I miss when this place was more active. I remember when I first found out about this place and I had just gotten my very first desktop computer-all for myself. And this place was a safe haven for any people willing to admit they liked beautiful images. I liked the comradery, but it's changed. Now it's slow and hard to predict. I wish I still had all those wallpapers from then. But my life was in turmoil. Now I just hold on to whatever is left and for dear life. To all my files.
>>8131749>I miss when this place was more active.Same, it's still my favorite board, 'specially threads like this one.

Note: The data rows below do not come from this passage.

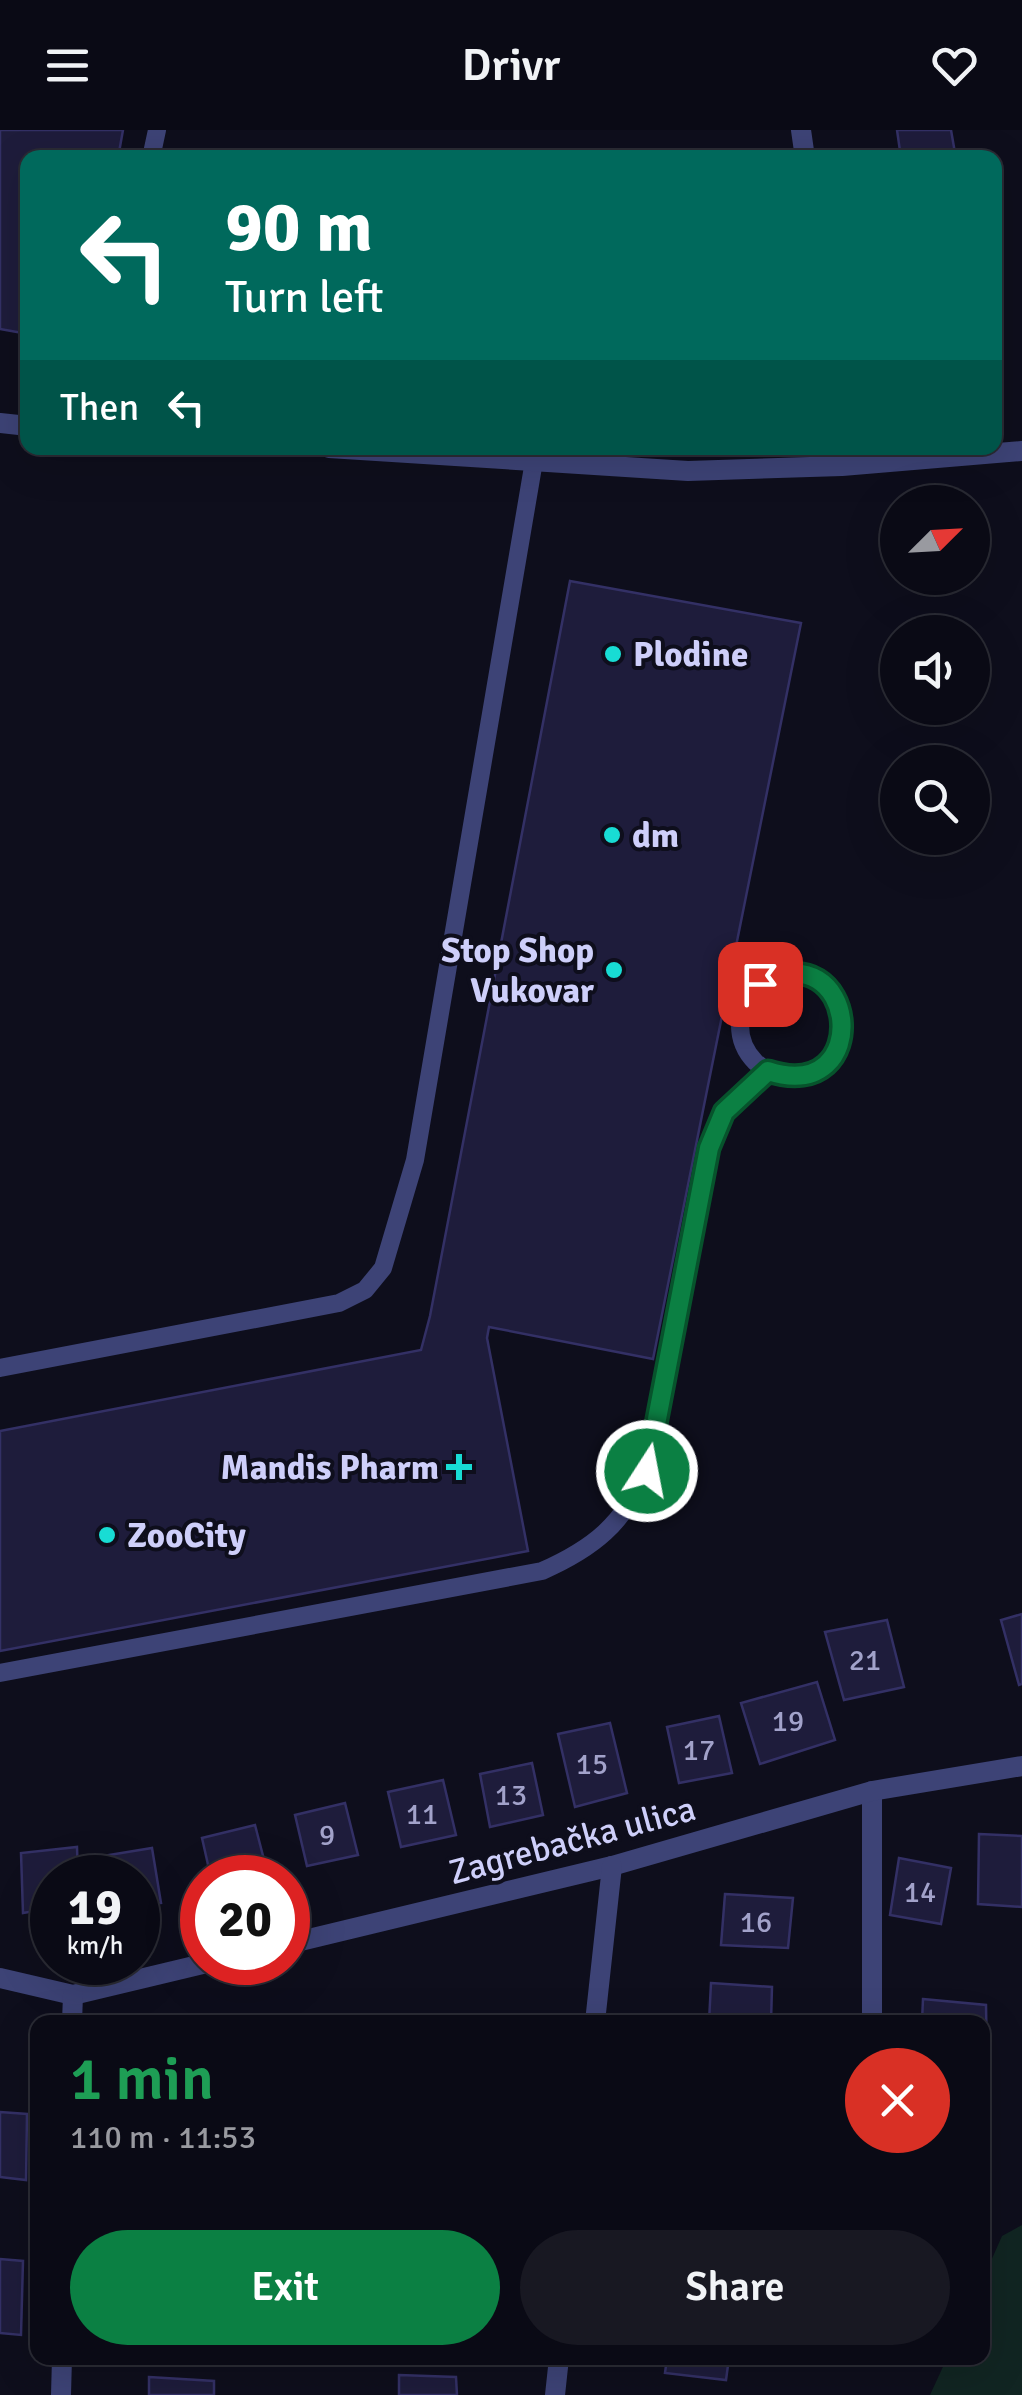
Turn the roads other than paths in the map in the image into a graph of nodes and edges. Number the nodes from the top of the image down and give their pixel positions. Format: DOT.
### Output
graph roads {
  1 [pos="439,455"];
  2 [pos="901,455"];
  3 [pos="841,457"];
  4 [pos="534,461"];
  5 [pos="768,1071"];
  6 [pos="0,1368"];
  7 [pos="0,1673"];
  8 [pos="1022,1766"];
  9 [pos="872,1791"];
  10 [pos="612,1866"];
  11 [pos="310,1939"];
  12 [pos="180,1969"];
  13 [pos="0,1978"];
  14 [pos="73,1996"];
  15 [pos="72,2015"];
  16 [pos="596,2015"];
  17 [pos="872,2015"];
  18 [pos="62,2365"];
  19 [pos="558,2365"];
  20 [pos="60,2395"];
  21 [pos="555,2395"];
  1 -- 4 [label="street"];
  2 -- 3 [label="street"];
  3 -- 4 [label="street"];
  4 -- 6 [label="lane"];
  5 -- 5 [label="lane"];
  5 -- 7 [label="lane"];
  8 -- 9 [label="street, Zagrebačka ulica"];
  9 -- 10 [label="street, Zagrebačka ulica"];
  9 -- 17 [label="street"];
  10 -- 11 [label="street, Zagrebačka ulica"];
  10 -- 16 [label="street"];
  12 -- 14 [label="street"];
  13 -- 14 [label="street"];
  14 -- 15 [label="street"];
  18 -- 20 [label="street"];
  19 -- 21 [label="street"];
}
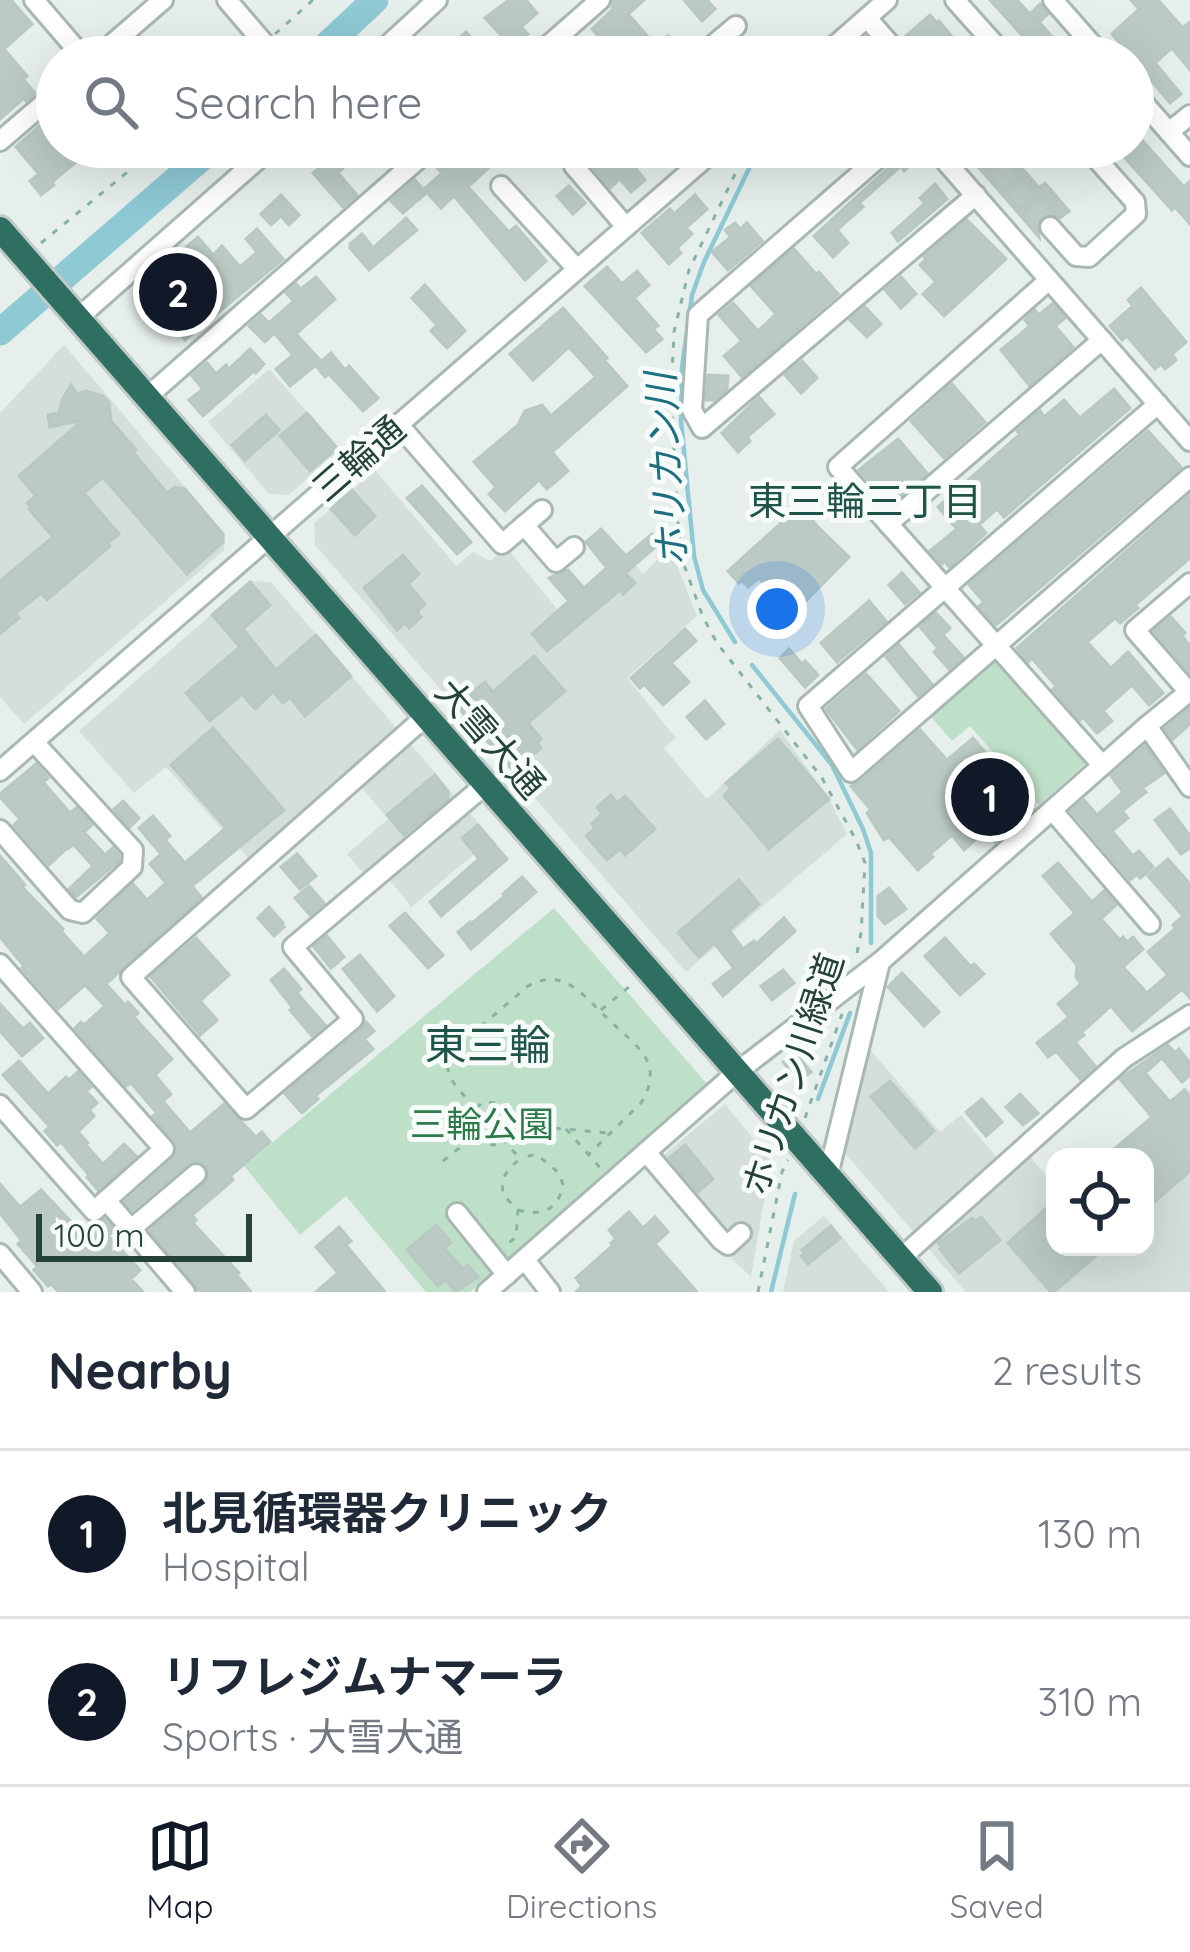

My cat is happy and healthy but was found to have a heart murmur and I’m working to determine if it’s heart disease. Facing his mortality, he’s like a son to me, and terrified I cant afford to help him if his condition becomes bad. I don’t know what I’ll do with myself if I fail him. At the same time, met a girl that makes me the happiest I’ve ever been, the best friend I could ask for and makes me feel truly seen. Just terribly anxious and the happiest I’ve ever been at the same time.There’s always someone out there that can care for and understand you, bros. It may take time, but they’re there, somewhere. And the’ll teach you that you can be happy even when you’re sad.
It feels like every time I start to develop any hope or indeed any positive feeling something comes up that crushes it.
I wish my parents loved me more than they love Israel and Donald Trump.
Sometimes I don't know what to do next.